# Crown Moulding Questions



## DecksEtc (Oct 27, 2004)

I know there are lots of posts here about crown moulding but I couldn't find the exact questions I have plus I wanted to ask you guys first. I am going to install crown in my own family room. It's a 15' x 16' room with 8' 1/2" ceilings and the room opens up to the rest of the upstairs across an open railing/staircase - the one end of the room has no wall at all. So, here are my questions:

1. I will be painting it white to match the baseboards and window trim. What material would you recommend for the crown? MDF or finger-jointed pine?

2. Should the thickness of the crown (from the ceiling down the wall) match the width of the baseboards or is it okay to have it wider? What looks better?

3. When it comes to the outside corners where the room ends, I want to stop the crown and not continue it into the upstairs hallway. How do I go about doing this? My thought is that if I cut off the crown flush with the outside corner then I will have the opening behind the crown showing?

By the way, this is the first time I will be installing crown (in case you couldn't tell - lol)

Thanks in advance,


----------



## Kevin (Apr 26, 2005)

DecksEtc said:


> I want to stop the crown and not continue it into the upstairs hallway. How do I go about doing this? My thought is that if I cut off the crown flush with the outside corner then I will have the opening behind the crown showing?


I've never installed it myself either, but I've seen plenty installed.  

Have you thought about cutting a 45 at the end of the crown, and then cutting a small 45 to cover up the end? (I know the description sucks) I've seen it done, and it looks pretty good.

Post some pics!


----------



## DecksEtc (Oct 27, 2004)

I thought of that too Kevin but I wanted to ask for expert opinions here.

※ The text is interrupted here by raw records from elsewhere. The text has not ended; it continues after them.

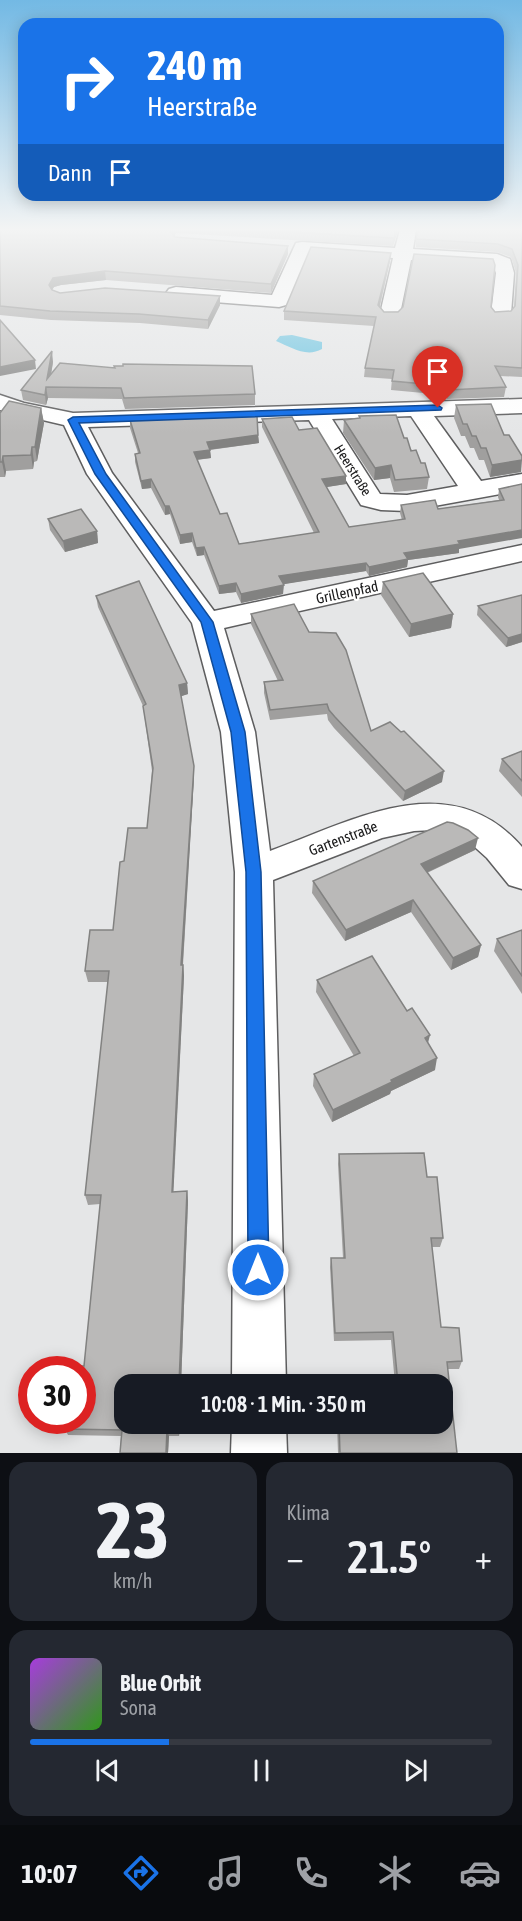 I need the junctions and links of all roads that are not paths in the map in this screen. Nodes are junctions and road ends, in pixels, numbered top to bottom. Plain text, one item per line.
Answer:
1 (243, 298) joint
2 (280, 298) edge
3 (394, 298) edge
4 (507, 298) edge
5 (279, 301) junction
6 (390, 314) edge
7 (501, 314) edge
8 (234, 317) dead end
9 (263, 319) dead end
10 (0, 402) edge
11 (522, 406) edge
12 (417, 409) junction
13 (316, 412) junction
14 (73, 420) junction
15 (522, 482) edge
16 (474, 490) junction
17 (522, 553) edge
18 (207, 622) junction
19 (254, 872) junction
20 (522, 874) edge
21 (259, 1374) edge
22 (259, 1434) edge
23 (260, 1453) edge

1 - 5 street
1 - 8 street
2 - 5 street
3 - 6 street
4 - 7 street
5 - 9 street
10 - 14 street
11 - 12 street
12 - 13 street
12 - 16 street
13 - 14 street
13 - 16 street, Heerstraße
14 - 18 street
15 - 16 street, Heerstraße
17 - 18 street, Grillenpfad
18 - 19 street
19 - 20 street, Gartenstraße
19 - 21 street
22 - 23 street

I'll definitely post pics when it's done.

One more question, more to do with painting but still related. I've put the tinted primer and the first coat of paint on - the colour is a very deep, rich burgundy. I was wondering if I should install the crown now or after the final coat of paint (it may need up to a 3rd coat because the colour is so dark)? I'll be dapping the seams & joints so I'm assuming after the crown is installed but wanted to check here.

Thanks again,


----------



## ProWallGuy (Oct 17, 2003)

I'll try to answer 2 questions here.

Bear in mind, I'm no carpenter. But all the chair, base, and crown I've painted has ended with what I would call a cap. Cut a 45 back into the wall, then cut another 45'ed sliver, and slide it in the wedge to create the cap. Hopefully someone with more carpentery knowledge will chime in on the name/procedure for this.

As for the paint, I'd leave the last coat for after the install. You will need to putty the holes, and possibly caulk in to the wall/ceiling, so touch-up will be necessary. And seeing how dark colors aren't very touch-up friendly, just figure on recoating the whole thing.

Hope that helps.


----------



## Kevin (Apr 26, 2005)

ProWallGuy said:


> ... has ended with what I would call a cap. Cut a 45 back into the wall, then cut another 45'ed sliver, and slide it in the wedge to create the cap.

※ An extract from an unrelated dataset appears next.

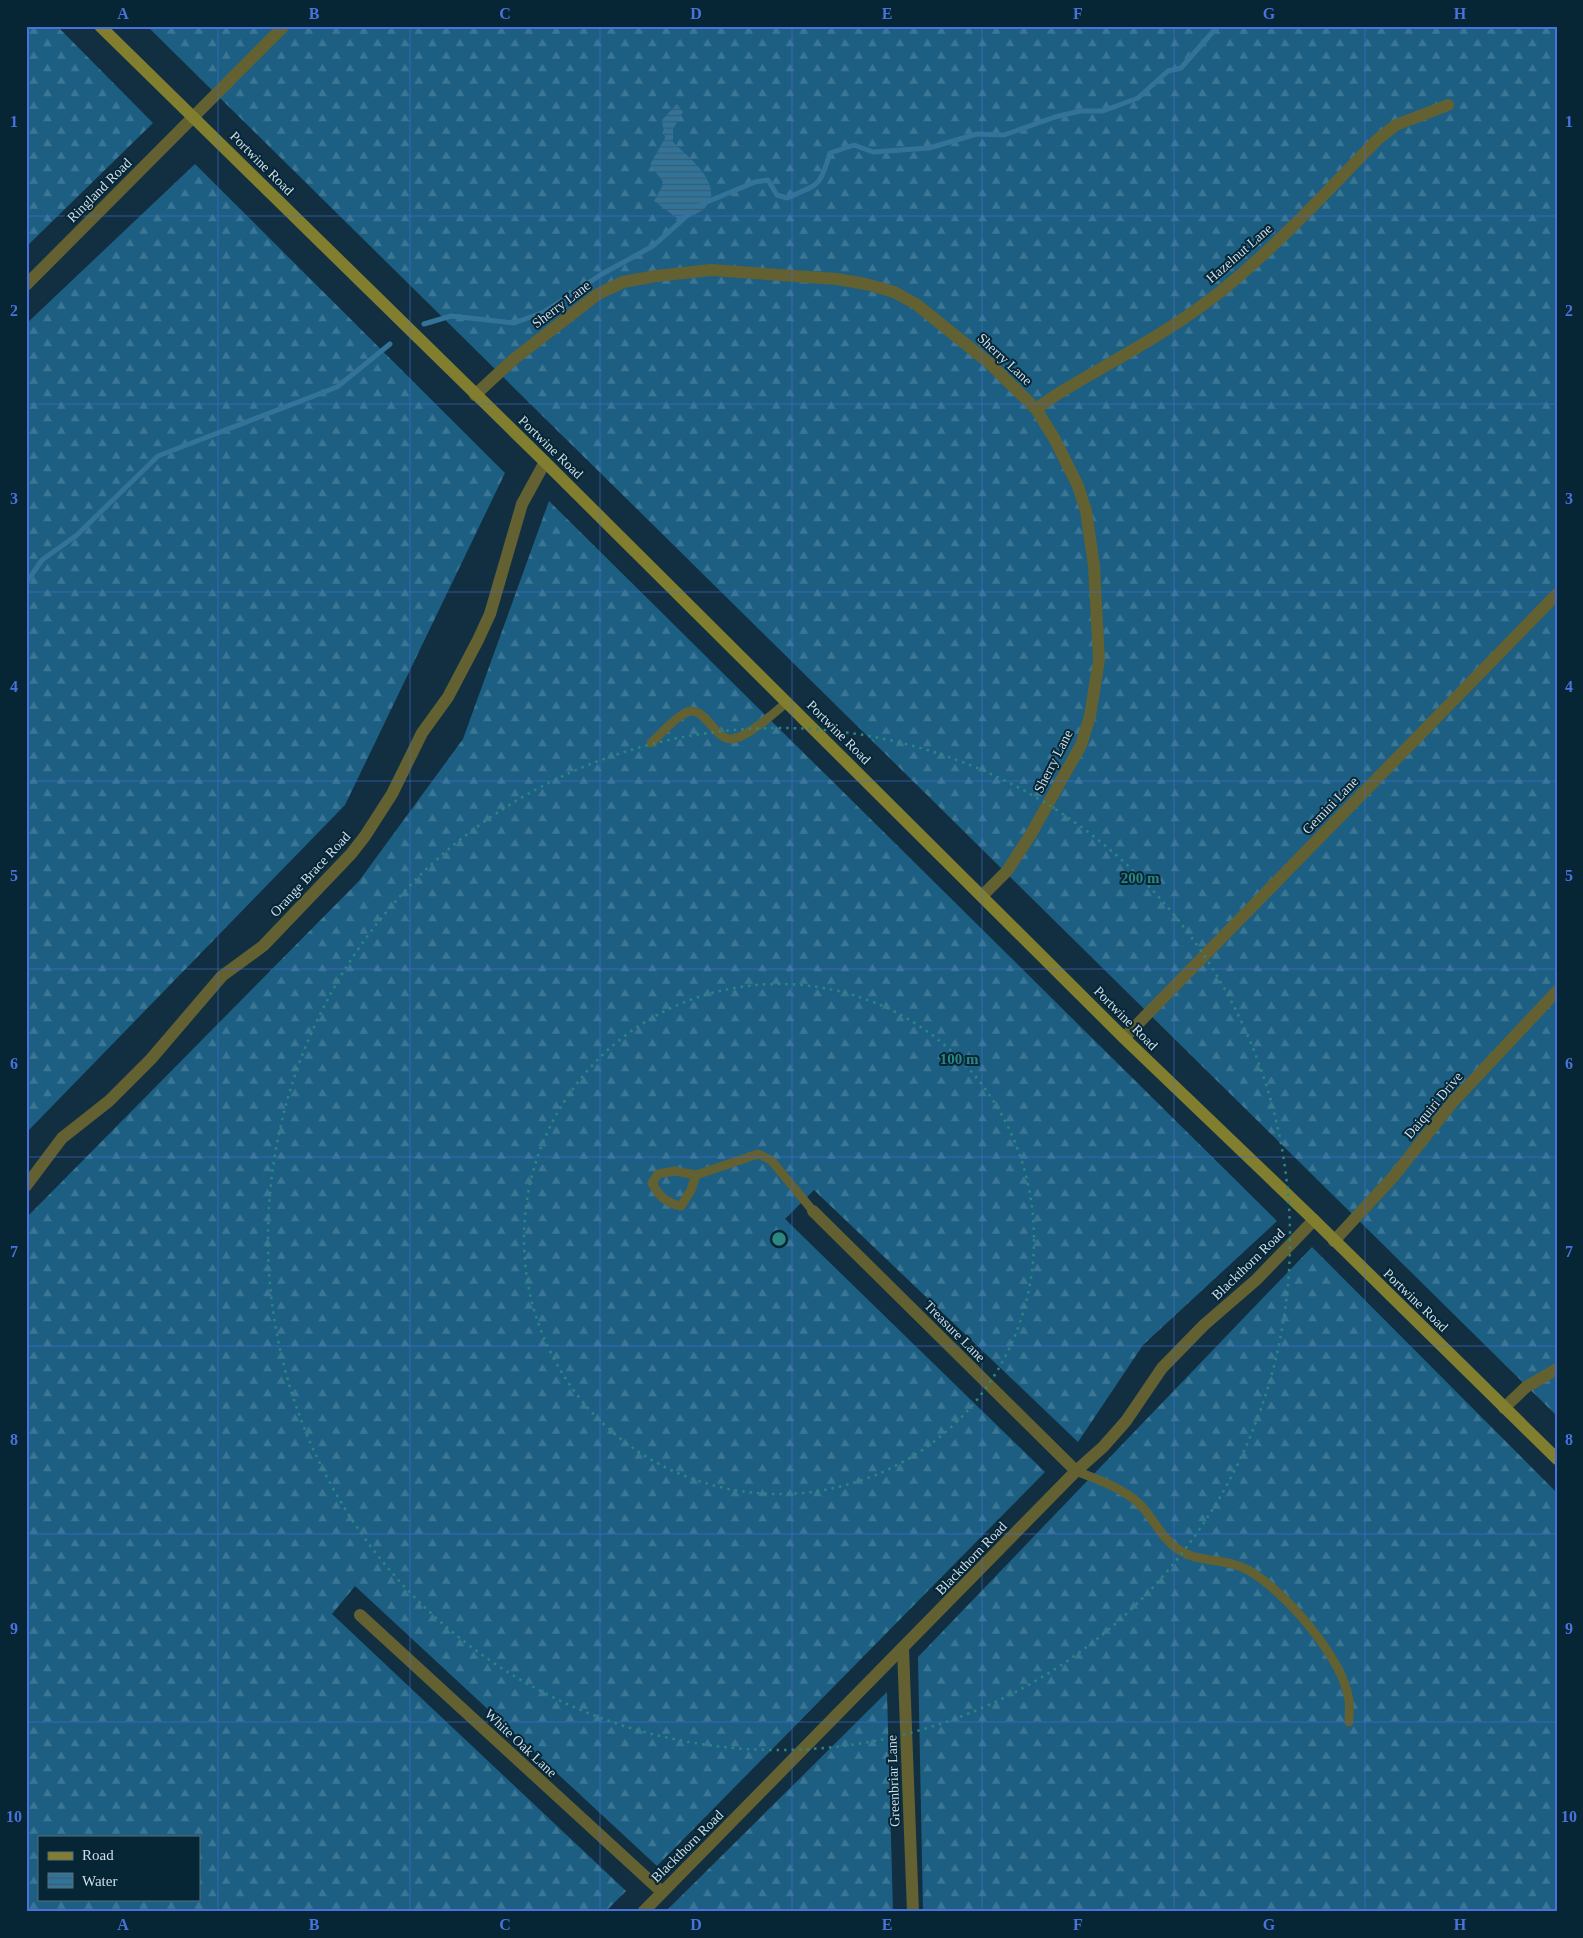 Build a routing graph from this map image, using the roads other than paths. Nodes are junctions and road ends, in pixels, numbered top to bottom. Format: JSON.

Much better explanation - that's what I was getting at.


----------



## Greg Di (Mar 12, 2005)

Let me put you guys out of your misery...  

It's called a SELF RETURN!!!!!!!

Yes, it's a smart call to paint the crown prior to hanging and then just touch up the nail holes and where you've caulked. It's a hell of a lot easier to paint on sawhorses than at 8-1/2 feet.

MDF is a pain to work with compared to FJ Pine. Although coping seems elusive and difficult, its easier to achieve a tighter inside corner by coping (you can't really cope MDF).

Also, cut the crown in position in your saw and either buy crown stops or clamp a scrap to your saw table to hold the crown on its spring angle.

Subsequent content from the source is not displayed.